Exact reproduction of all the data is needed.

(Beginning of Records for this exercise)

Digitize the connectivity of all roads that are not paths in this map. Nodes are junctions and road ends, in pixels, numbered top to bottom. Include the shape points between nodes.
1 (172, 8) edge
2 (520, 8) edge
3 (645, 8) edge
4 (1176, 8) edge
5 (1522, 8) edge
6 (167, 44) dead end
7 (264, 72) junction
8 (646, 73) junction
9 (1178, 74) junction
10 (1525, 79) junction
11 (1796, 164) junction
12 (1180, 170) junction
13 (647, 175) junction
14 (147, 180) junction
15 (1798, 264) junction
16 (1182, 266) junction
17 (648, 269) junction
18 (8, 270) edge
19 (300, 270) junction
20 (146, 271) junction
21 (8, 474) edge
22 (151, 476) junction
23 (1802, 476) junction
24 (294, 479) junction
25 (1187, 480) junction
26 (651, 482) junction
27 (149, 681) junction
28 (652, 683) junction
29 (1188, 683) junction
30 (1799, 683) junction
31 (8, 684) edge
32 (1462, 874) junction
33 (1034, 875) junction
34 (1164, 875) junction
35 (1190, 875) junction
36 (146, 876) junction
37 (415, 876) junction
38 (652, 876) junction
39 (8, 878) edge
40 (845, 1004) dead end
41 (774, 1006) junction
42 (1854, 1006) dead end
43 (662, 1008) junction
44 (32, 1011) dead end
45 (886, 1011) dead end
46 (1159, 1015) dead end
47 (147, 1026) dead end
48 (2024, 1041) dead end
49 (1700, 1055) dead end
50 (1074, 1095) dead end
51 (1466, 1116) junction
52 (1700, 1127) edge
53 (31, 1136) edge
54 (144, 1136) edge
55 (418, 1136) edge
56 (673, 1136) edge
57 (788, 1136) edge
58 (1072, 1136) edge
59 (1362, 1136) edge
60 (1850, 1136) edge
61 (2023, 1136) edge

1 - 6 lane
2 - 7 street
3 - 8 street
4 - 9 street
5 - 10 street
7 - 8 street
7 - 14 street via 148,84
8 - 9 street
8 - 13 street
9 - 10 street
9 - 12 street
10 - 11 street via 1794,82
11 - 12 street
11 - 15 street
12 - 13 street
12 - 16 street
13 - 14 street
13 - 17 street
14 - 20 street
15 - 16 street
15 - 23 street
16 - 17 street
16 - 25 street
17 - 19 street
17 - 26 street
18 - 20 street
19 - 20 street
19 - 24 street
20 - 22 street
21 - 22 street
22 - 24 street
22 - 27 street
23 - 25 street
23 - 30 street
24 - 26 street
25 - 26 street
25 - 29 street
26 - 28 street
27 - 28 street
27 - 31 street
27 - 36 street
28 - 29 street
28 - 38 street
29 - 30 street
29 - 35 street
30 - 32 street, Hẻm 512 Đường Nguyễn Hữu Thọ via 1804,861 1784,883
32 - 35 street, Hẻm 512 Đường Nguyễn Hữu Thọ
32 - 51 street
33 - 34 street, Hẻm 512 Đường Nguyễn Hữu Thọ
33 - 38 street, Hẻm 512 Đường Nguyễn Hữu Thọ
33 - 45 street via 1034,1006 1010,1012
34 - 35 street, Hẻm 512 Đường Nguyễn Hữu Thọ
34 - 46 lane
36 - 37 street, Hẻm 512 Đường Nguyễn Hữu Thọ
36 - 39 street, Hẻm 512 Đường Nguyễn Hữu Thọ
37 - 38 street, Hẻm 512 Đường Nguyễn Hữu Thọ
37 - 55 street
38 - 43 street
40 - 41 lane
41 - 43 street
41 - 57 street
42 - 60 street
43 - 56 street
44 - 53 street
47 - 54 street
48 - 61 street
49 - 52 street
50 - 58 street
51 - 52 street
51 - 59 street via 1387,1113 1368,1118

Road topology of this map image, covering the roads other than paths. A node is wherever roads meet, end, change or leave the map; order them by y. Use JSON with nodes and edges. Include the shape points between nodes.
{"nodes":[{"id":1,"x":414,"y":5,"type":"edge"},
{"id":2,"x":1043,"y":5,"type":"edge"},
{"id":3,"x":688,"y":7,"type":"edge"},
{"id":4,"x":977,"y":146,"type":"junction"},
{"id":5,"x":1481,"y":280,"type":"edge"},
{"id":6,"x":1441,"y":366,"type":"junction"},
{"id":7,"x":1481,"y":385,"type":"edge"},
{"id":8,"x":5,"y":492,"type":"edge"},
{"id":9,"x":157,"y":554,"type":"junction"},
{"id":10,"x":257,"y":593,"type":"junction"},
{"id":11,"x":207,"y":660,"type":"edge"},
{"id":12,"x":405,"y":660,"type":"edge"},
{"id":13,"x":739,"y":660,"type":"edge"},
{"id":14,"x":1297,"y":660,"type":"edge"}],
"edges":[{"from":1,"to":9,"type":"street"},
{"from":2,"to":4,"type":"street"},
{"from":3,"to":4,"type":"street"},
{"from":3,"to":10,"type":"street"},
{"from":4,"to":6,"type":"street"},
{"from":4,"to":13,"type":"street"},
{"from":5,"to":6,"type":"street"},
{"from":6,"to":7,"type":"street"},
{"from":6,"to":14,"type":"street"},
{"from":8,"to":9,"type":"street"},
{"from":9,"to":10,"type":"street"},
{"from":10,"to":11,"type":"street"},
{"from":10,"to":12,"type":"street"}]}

(End of Records for this exercise)

Response:
Digitize the connectivity of all roads that are not paths in this map. Nodes are junctions and road ends, in pixels, numbered top to bottom. Include the shape points between nodes.
1 (172, 8) edge
2 (520, 8) edge
3 (645, 8) edge
4 (1176, 8) edge
5 (1522, 8) edge
6 (167, 44) dead end
7 (264, 72) junction
8 (646, 73) junction
9 (1178, 74) junction
10 (1525, 79) junction
11 (1796, 164) junction
12 (1180, 170) junction
13 (647, 175) junction
14 (147, 180) junction
15 (1798, 264) junction
16 (1182, 266) junction
17 (648, 269) junction
18 (8, 270) edge
19 (300, 270) junction
20 (146, 271) junction
21 (8, 474) edge
22 (151, 476) junction
23 (1802, 476) junction
24 (294, 479) junction
25 (1187, 480) junction
26 (651, 482) junction
27 (149, 681) junction
28 (652, 683) junction
29 (1188, 683) junction
30 (1799, 683) junction
31 (8, 684) edge
32 (1462, 874) junction
33 (1034, 875) junction
34 (1164, 875) junction
35 (1190, 875) junction
36 (146, 876) junction
37 (415, 876) junction
38 (652, 876) junction
39 (8, 878) edge
40 (845, 1004) dead end
41 (774, 1006) junction
42 (1854, 1006) dead end
43 (662, 1008) junction
44 (32, 1011) dead end
45 (886, 1011) dead end
46 (1159, 1015) dead end
47 (147, 1026) dead end
48 (2024, 1041) dead end
49 (1700, 1055) dead end
50 (1074, 1095) dead end
51 (1466, 1116) junction
52 (1700, 1127) edge
53 (31, 1136) edge
54 (144, 1136) edge
55 (418, 1136) edge
56 (673, 1136) edge
57 (788, 1136) edge
58 (1072, 1136) edge
59 (1362, 1136) edge
60 (1850, 1136) edge
61 (2023, 1136) edge

1 - 6 lane
2 - 7 street
3 - 8 street
4 - 9 street
5 - 10 street
7 - 8 street
7 - 14 street via 148,84
8 - 9 street
8 - 13 street
9 - 10 street
9 - 12 street
10 - 11 street via 1794,82
11 - 12 street
11 - 15 street
12 - 13 street
12 - 16 street
13 - 14 street
13 - 17 street
14 - 20 street
15 - 16 street
15 - 23 street
16 - 17 street
16 - 25 street
17 - 19 street
17 - 26 street
18 - 20 street
19 - 20 street
19 - 24 street
20 - 22 street
21 - 22 street
22 - 24 street
22 - 27 street
23 - 25 street
23 - 30 street
24 - 26 street
25 - 26 street
25 - 29 street
26 - 28 street
27 - 28 street
27 - 31 street
27 - 36 street
28 - 29 street
28 - 38 street
29 - 30 street
29 - 35 street
30 - 32 street, Hẻm 512 Đường Nguyễn Hữu Thọ via 1804,861 1784,883
32 - 35 street, Hẻm 512 Đường Nguyễn Hữu Thọ
32 - 51 street
33 - 34 street, Hẻm 512 Đường Nguyễn Hữu Thọ
33 - 38 street, Hẻm 512 Đường Nguyễn Hữu Thọ
33 - 45 street via 1034,1006 1010,1012
34 - 35 street, Hẻm 512 Đường Nguyễn Hữu Thọ
34 - 46 lane
36 - 37 street, Hẻm 512 Đường Nguyễn Hữu Thọ
36 - 39 street, Hẻm 512 Đường Nguyễn Hữu Thọ
37 - 38 street, Hẻm 512 Đường Nguyễn Hữu Thọ
37 - 55 street
38 - 43 street
40 - 41 lane
41 - 43 street
41 - 57 street
42 - 60 street
43 - 56 street
44 - 53 street
47 - 54 street
48 - 61 street
49 - 52 street
50 - 58 street
51 - 52 street
51 - 59 street via 1387,1113 1368,1118

Road topology of this map image, covering the roads other than paths. A node is wherever roads meet, end, change or leave the map; order them by y. Use JSON with nodes and edges. Include the shape points between nodes.
{"nodes":[{"id":1,"x":414,"y":5,"type":"edge"},
{"id":2,"x":1043,"y":5,"type":"edge"},
{"id":3,"x":688,"y":7,"type":"edge"},
{"id":4,"x":977,"y":146,"type":"junction"},
{"id":5,"x":1481,"y":280,"type":"edge"},
{"id":6,"x":1441,"y":366,"type":"junction"},
{"id":7,"x":1481,"y":385,"type":"edge"},
{"id":8,"x":5,"y":492,"type":"edge"},
{"id":9,"x":157,"y":554,"type":"junction"},
{"id":10,"x":257,"y":593,"type":"junction"},
{"id":11,"x":207,"y":660,"type":"edge"},
{"id":12,"x":405,"y":660,"type":"edge"},
{"id":13,"x":739,"y":660,"type":"edge"},
{"id":14,"x":1297,"y":660,"type":"edge"}],
"edges":[{"from":1,"to":9,"type":"street"},
{"from":2,"to":4,"type":"street"},
{"from":3,"to":4,"type":"street"},
{"from":3,"to":10,"type":"street"},
{"from":4,"to":6,"type":"street"},
{"from":4,"to":13,"type":"street"},
{"from":5,"to":6,"type":"street"},
{"from":6,"to":7,"type":"street"},
{"from":6,"to":14,"type":"street"},
{"from":8,"to":9,"type":"street"},
{"from":9,"to":10,"type":"street"},
{"from":10,"to":11,"type":"street"},
{"from":10,"to":12,"type":"street"}]}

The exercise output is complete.